Elle se retrouve encore dans l’approche ascendante qu’entend déployer le ministre : "Sur certains sujets, avant d’imaginer une solution nationale, il y a peut-être déjà des solutions locales qui ont été mises en œuvre et qu’on pourrait généraliser au lieu d’imaginer un texte sans s’appuyer sur la réalité du terrain", plaide-t-il. Pour lancer la démarche, Christophe Béchu a retenu "un premier sujet très concret, celui des budgets verts" (voir notre article du 11 mars) : "Plutôt que de concevoir en chambre, avec Bercy, ce qu’est un budget vert, on a décidé de jouer la confiance et de demander à chaque bloc d’association de nous faire remonter les bonnes pratiques, pour que la première copie [du texte] ne soit pas celle de l’État mais des collectivités." Ladite copie serait remise mi-2023.

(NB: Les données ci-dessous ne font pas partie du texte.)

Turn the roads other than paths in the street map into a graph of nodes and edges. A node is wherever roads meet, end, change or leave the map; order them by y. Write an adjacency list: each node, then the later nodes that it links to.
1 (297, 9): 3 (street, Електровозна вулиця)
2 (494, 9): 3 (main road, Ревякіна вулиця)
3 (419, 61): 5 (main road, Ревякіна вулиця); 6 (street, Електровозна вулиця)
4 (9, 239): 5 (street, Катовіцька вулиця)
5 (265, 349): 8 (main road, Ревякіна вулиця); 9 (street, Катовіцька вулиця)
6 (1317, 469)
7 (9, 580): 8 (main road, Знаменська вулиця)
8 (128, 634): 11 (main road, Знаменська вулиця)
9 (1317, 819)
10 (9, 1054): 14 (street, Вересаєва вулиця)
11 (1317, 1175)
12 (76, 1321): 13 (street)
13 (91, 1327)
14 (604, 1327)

Contractualisation et stabilité
"Nos politiques doivent être ajustées aux réalités de chaque territoire", insiste l’ancien élu local. Il estime que "pour que cette adaptation soit respectueuse des prérogatives, l’idée c’est bien de privilégier la voie contractuelle, en particulier en nous appuyant sur les CRTE. La contractualisation territoriale devant être le levier pour accélérer la transition écologique, l’État ayant vocation à être présent, pas seulement au travers de crédits mais aussi au titre d’appui à l’ingénierie en mobilisant ses satellites (ANCT, Cerema…)". Relevant que 828 CRTE sont désormais signés sur les 850 attendus, et que 25.000 des 40.000 projets prévus dans ces contrats sont engagés, le ministre a clairement indiqué qu’il n’entendait pas revoir le dispositif, parfois décrié (voir notre article du 21 juillet) : "Ma conviction est qu’il faut de la stabilité vis-à-vis des échelons locaux. Si je change les règles, si je change les périmètres, si je modifie la gouvernance alors qu’on est engagé dans des actions de fond, on risque de refaire de la 'réunionite' pour se remettre d’accord quand le moment n’est plus au diagnostic, mais au financement et aux actions."